Binding to four‐way junction DNA: a common property of architectural proteins?
- 1 April 1998
- journal article
- review article
- Published by Wiley in The FASEB Journal
- Vol. 12 (6) , 421-431
- https://doi.org/10.1096/fasebj.12.6.421
Abstract
Proteins that can be shown to strongly bind in vitro to the four-way (Holliday) junction DNA include not only the obvious candidates such as enzymes involved in recombination, but also a remarkably diverse group of seemingly unrelated proteins. These include the HMG1 box proteins, members of the HMGI-Y family, winged helix proteins (including linker histones), the SWI/SNF complex, and some totally unrelated prokaryotic proteins.
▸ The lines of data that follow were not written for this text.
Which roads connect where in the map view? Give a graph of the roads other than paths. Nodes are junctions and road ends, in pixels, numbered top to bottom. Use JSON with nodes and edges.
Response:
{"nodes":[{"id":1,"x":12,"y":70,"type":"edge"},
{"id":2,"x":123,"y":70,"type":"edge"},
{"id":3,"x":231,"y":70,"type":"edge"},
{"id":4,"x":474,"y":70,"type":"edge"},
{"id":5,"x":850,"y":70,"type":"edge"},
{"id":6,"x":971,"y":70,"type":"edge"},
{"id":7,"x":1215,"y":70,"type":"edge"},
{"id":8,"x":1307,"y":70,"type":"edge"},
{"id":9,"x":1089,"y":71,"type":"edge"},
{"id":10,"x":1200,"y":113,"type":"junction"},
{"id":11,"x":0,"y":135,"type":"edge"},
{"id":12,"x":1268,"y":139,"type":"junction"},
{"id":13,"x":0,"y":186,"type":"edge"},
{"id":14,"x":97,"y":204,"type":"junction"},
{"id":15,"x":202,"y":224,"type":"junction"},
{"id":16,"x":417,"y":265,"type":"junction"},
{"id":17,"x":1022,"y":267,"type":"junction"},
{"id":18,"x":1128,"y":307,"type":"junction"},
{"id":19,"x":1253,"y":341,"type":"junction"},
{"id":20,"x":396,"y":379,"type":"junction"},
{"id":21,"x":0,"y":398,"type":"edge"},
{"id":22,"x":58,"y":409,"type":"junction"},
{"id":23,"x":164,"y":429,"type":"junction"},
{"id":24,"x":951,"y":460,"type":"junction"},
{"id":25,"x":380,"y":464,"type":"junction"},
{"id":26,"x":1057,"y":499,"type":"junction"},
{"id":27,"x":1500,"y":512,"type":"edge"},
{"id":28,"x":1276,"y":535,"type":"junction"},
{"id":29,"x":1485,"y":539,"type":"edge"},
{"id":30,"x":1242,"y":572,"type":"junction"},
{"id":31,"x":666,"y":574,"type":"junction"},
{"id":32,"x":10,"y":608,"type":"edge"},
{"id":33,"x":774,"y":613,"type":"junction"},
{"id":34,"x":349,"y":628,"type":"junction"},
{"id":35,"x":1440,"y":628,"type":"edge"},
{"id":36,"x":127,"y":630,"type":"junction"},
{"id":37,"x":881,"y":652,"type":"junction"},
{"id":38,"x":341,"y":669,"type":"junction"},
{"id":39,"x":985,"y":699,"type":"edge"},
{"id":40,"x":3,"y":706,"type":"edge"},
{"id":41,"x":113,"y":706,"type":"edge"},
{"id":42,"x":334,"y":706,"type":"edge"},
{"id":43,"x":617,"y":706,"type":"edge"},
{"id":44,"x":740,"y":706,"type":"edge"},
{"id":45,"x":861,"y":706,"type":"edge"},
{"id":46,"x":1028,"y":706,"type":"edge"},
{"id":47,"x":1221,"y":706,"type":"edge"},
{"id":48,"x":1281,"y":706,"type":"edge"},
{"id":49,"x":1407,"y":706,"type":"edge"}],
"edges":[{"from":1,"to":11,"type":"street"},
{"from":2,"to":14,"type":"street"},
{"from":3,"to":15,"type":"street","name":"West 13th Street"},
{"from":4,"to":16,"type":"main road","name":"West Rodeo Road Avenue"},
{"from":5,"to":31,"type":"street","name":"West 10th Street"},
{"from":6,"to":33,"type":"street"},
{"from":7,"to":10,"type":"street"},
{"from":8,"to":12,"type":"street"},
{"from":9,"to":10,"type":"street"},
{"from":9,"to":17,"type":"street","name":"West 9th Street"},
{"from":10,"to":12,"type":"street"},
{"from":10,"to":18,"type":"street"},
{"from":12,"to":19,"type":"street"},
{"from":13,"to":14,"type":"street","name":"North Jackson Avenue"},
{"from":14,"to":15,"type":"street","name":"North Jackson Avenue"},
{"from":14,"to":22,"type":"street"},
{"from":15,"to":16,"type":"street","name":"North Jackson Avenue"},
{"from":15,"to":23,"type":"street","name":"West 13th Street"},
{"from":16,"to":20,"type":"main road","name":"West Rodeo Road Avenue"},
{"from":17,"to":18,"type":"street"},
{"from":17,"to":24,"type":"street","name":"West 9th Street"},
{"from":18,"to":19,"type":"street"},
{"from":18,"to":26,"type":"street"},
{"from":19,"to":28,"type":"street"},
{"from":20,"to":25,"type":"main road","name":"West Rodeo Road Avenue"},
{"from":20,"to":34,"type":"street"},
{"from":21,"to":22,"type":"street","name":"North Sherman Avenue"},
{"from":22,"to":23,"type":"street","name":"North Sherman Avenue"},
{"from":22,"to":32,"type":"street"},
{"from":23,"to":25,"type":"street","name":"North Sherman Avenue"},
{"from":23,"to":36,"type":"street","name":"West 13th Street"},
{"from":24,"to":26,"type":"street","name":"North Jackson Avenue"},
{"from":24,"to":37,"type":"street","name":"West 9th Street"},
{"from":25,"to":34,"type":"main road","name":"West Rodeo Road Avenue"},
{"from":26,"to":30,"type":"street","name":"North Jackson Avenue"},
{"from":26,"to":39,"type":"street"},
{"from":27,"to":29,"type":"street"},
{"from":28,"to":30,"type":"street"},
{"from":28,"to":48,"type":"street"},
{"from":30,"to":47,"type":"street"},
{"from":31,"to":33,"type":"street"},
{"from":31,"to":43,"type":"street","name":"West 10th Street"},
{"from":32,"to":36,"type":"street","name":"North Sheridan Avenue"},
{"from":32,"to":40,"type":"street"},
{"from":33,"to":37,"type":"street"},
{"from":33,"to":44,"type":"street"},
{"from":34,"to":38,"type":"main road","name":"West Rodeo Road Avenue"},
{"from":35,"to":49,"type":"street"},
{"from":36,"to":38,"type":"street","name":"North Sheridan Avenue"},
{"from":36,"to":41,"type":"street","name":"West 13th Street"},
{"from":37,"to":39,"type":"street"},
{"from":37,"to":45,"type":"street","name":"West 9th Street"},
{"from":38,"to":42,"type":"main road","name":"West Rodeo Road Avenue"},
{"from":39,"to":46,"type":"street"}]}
What these proteins seem to share is a propensity to bind to bent DNA, to bend DNA upon binding, and/or to preferentially interact with DNA crossings. Thus, they appear to be, in the main, architectural proteins, although some (like the SWI/SNF complex) have very specific functional roles as well. Perhaps because they bind to or promote the formation of particular DNA structures, the four-way junction binding proteins are frequently interchangeable in cellular function. Furthermore, since a given kind of structure can be recognized by many different protein motifs, it is not surprising that apparently unrelated proteins can fall into such a single functional class.—Zlatanova, J., van Holde, K. Binding to four-way junction DNA: a common property of architectural proteins? FASEB J. 12, 421–431 (1998)Keywords
Funding Information
- National Institutes of Health (GM50276)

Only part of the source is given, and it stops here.